== Segment start ==

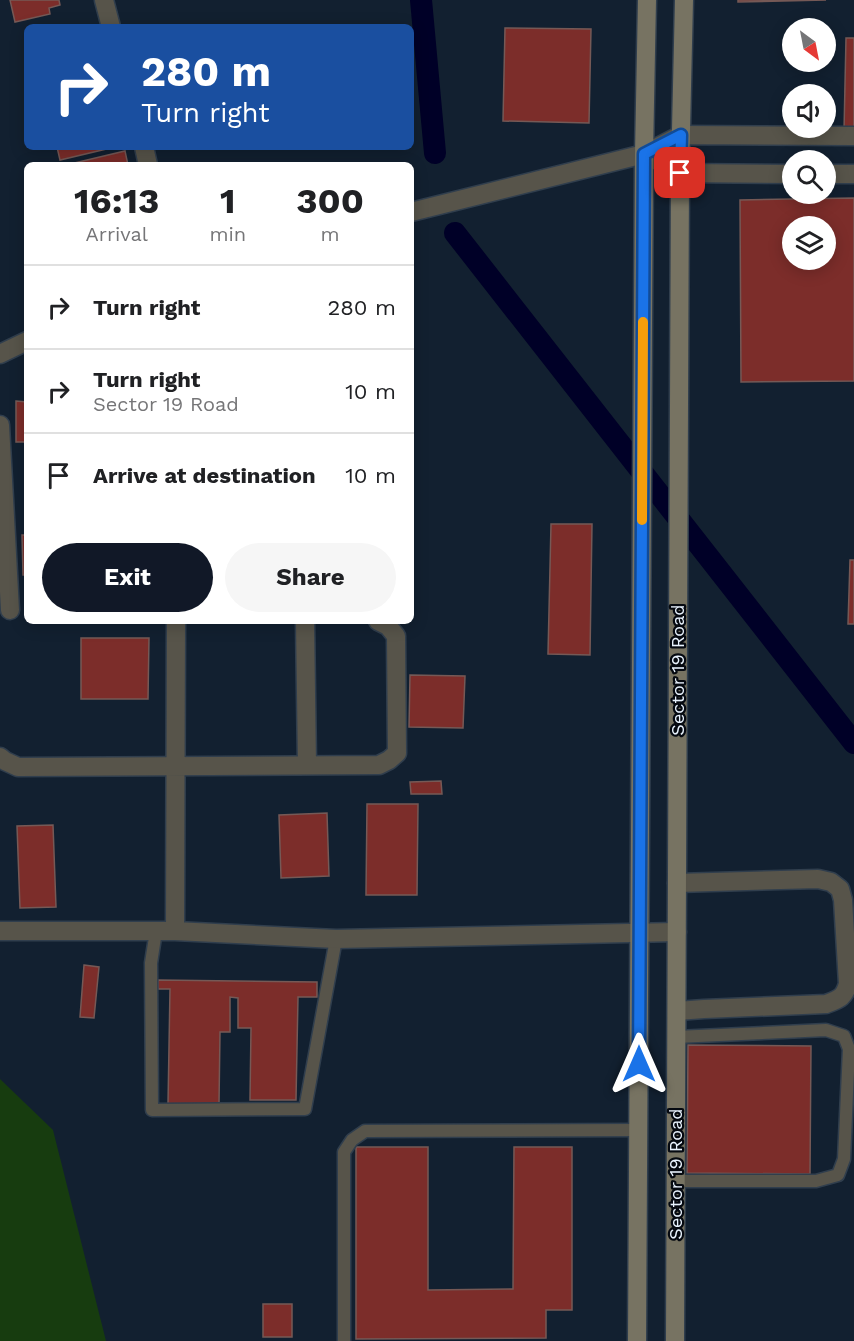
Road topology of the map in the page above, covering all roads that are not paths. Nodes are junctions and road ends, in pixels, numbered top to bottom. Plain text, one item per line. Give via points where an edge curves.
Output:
1 (104, 0) edge
2 (647, 0) edge
3 (684, 0) edge
4 (110, 24) edge
5 (681, 135) junction
6 (854, 136) edge
7 (644, 154) junction
8 (680, 173) junction
9 (782, 174) edge
10 (836, 174) edge
11 (854, 174) edge
12 (414, 211) edge
13 (24, 342) edge
14 (0, 354) edge
15 (0, 424) edge
16 (12, 612) edge
17 (176, 624) edge
18 (305, 624) edge
19 (384, 624) edge
20 (0, 757) edge
21 (307, 765) junction
22 (176, 766) junction
23 (677, 884) junction
24 (0, 931) edge
25 (156, 931) junction
26 (176, 931) junction
27 (639, 932) junction
28 (677, 932) junction
29 (336, 939) junction
30 (677, 1011) junction
31 (676, 1037) junction
32 (638, 1130) junction
33 (676, 1181) junction
34 (344, 1341) edge
35 (637, 1341) edge
36 (675, 1341) edge

1 - 4 street
2 - 7 street, Sector 19 Road
3 - 5 street, Sector 19 Road
5 - 6 street
5 - 7 street
5 - 8 street, Sector 19 Road
7 - 8 street
7 - 12 street
7 - 27 street, Sector 19 Road
8 - 9 street
8 - 23 street, Sector 19 Road
10 - 11 street
13 - 14 street
15 - 16 street
17 - 22 street
18 - 21 street
19 - 21 street via 396,636 397,753 379,765
20 - 22 street via 18,767
21 - 22 street
22 - 26 street
23 - 28 street, Sector 19 Road
23 - 30 street via 818,879 831,882 840,889 843,900 848,984 839,999 826,1004
24 - 25 street
25 - 26 street
25 - 29 lane via 151,963 152,1110 305,1108
26 - 29 street
27 - 28 street
27 - 29 street
27 - 32 street, Sector 19 Road
28 - 30 street, Sector 19 Road
30 - 31 street, Sector 19 Road
31 - 33 street, Sector 19 Road
31 - 33 lane via 826,1030 844,1036 849,1049 844,1160 838,1175 816,1181
32 - 34 lane via 365,1131 352,1140 344,1152
32 - 35 street, Sector 19 Road
33 - 36 street, Sector 19 Road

== Segment end ==

An exact restatement of every record is required. Omit the images.

Road topology of the map in the page above, covering all roads that are not paths. Nodes are junctions and road ends, in pixels, numbered top to bottom. Plain text, one item per line. Give via points where an edge curves.
Output:
1 (104, 0) edge
2 (647, 0) edge
3 (684, 0) edge
4 (110, 24) edge
5 (681, 135) junction
6 (854, 136) edge
7 (644, 154) junction
8 (680, 173) junction
9 (782, 174) edge
10 (836, 174) edge
11 (854, 174) edge
12 (414, 211) edge
13 (24, 342) edge
14 (0, 354) edge
15 (0, 424) edge
16 (12, 612) edge
17 (176, 624) edge
18 (305, 624) edge
19 (384, 624) edge
20 (0, 757) edge
21 (307, 765) junction
22 (176, 766) junction
23 (677, 884) junction
24 (0, 931) edge
25 (156, 931) junction
26 (176, 931) junction
27 (639, 932) junction
28 (677, 932) junction
29 (336, 939) junction
30 (677, 1011) junction
31 (676, 1037) junction
32 (638, 1130) junction
33 (676, 1181) junction
34 (344, 1341) edge
35 (637, 1341) edge
36 (675, 1341) edge

1 - 4 street
2 - 7 street, Sector 19 Road
3 - 5 street, Sector 19 Road
5 - 6 street
5 - 7 street
5 - 8 street, Sector 19 Road
7 - 8 street
7 - 12 street
7 - 27 street, Sector 19 Road
8 - 9 street
8 - 23 street, Sector 19 Road
10 - 11 street
13 - 14 street
15 - 16 street
17 - 22 street
18 - 21 street
19 - 21 street via 396,636 397,753 379,765
20 - 22 street via 18,767
21 - 22 street
22 - 26 street
23 - 28 street, Sector 19 Road
23 - 30 street via 818,879 831,882 840,889 843,900 848,984 839,999 826,1004
24 - 25 street
25 - 26 street
25 - 29 lane via 151,963 152,1110 305,1108
26 - 29 street
27 - 28 street
27 - 29 street
27 - 32 street, Sector 19 Road
28 - 30 street, Sector 19 Road
30 - 31 street, Sector 19 Road
31 - 33 street, Sector 19 Road
31 - 33 lane via 826,1030 844,1036 849,1049 844,1160 838,1175 816,1181
32 - 34 lane via 365,1131 352,1140 344,1152
32 - 35 street, Sector 19 Road
33 - 36 street, Sector 19 Road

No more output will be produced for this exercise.